38. Mumi Setengah Jadi . . . . . .

1.1K 25 0
                                    

Dan yang lebih menggetarkan hati Cu-ing, pemuda itu memegang Pedang Ular Emas. Setelah termangu sejenak, Cu-ing lalu menghampiri dan menegurnya: "Siau losu......"

Karena sudah biasa memanggil dengan sebutan 'losu' (guru), maka Cu-ing pun menggunakan panggilan itu.

Siau Lo-seng tenang-tenang berpaling muka. Wajahnya dingin sekali. Ia deliki mata kepada Cu-ing. Begitu beradu pandang dengan sinar mata pemuda itu, menggigillah hati Cu-ing.

Sejenak memandang si nona, Lo-seng gelengkan kepala dan berkata seorang diri: "Bu¬kan...... bukan......"

Ia hanya mengatakan sepatah kata lalu tegak mematung lagi.

Cu-ing terkejut, serunya: "Siau sian-seng, apakah engkau tak kenal padaku? Aku ini Nyo Cu-ing."
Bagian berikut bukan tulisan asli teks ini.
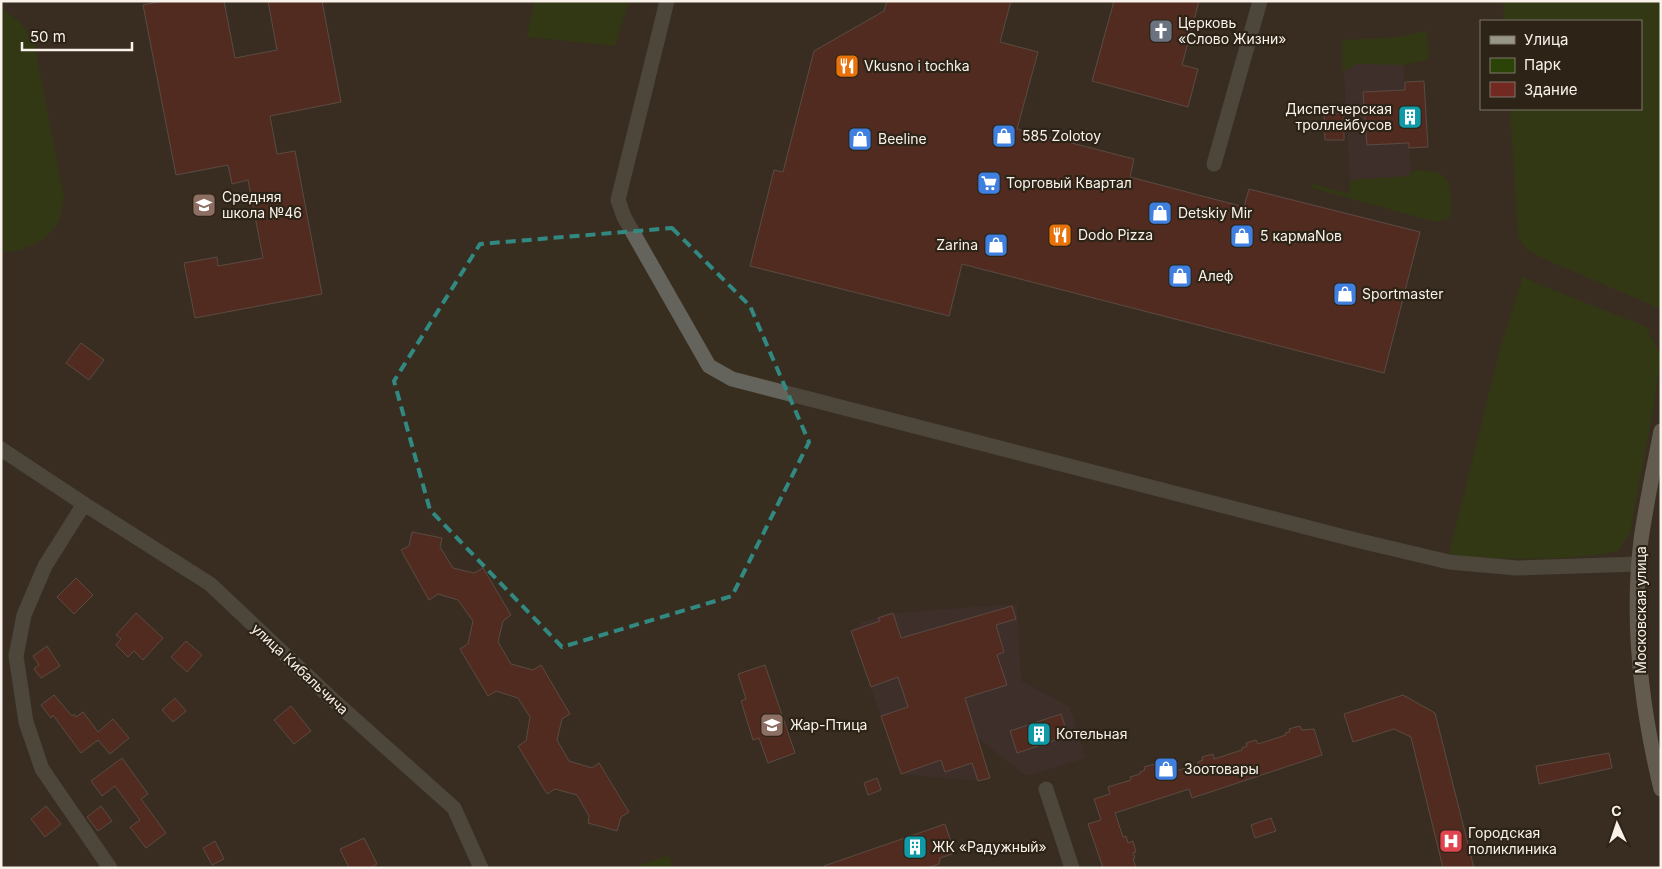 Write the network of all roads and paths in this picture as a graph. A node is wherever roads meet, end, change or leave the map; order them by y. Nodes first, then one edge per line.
1 (666, 1) edge
2 (1260, 1) edge
3 (1214, 164) dead end
4 (1661, 431) edge
5 (1, 449) edge
6 (84, 504) junction
7 (1639, 564) junction
8 (1046, 789) dead end
9 (1661, 789) edge
10 (110, 868) edge
11 (480, 868) edge
12 (1072, 868) edge

1 - 7 street
2 - 3 street
4 - 7 main road, Московская улица
5 - 6 street, улица Кибальчича
6 - 10 street
6 - 11 street, улица Кибальчича
7 - 9 main road, Московская улица
8 - 12 street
Namun pemuda itu tetap gelengkan kepala. Ia mengangkat muka menengadah ke atas, membiarkan air hujan mencurah ke mukanya.

Tiba-tiba wajah pemuda itu mengembang sinar pembunuhan yang ngeri. Serentak pedang pusaka Ular Emas digentakkan menuding ke arah sembilan gerombolan Sip-hun-jin lalu berkata seorang diri: "Yang hendak kubunuh yalah mereka. Ya, benar, kawanan manusia itu......"

Kesembilan Sip-hun-jin tampak ketakutan dan berbondong-bondong mundur. Pedang Ular Emas tetap diarahkan Siau Lo-seng ke tempat kawanan Sip-hun-jin itu.

"Tar, tar, tar......."

Long Wi segera getarkan ruyung emasnya. Ia marah karena kawanan Sip-hun-jin ketakutan mundur.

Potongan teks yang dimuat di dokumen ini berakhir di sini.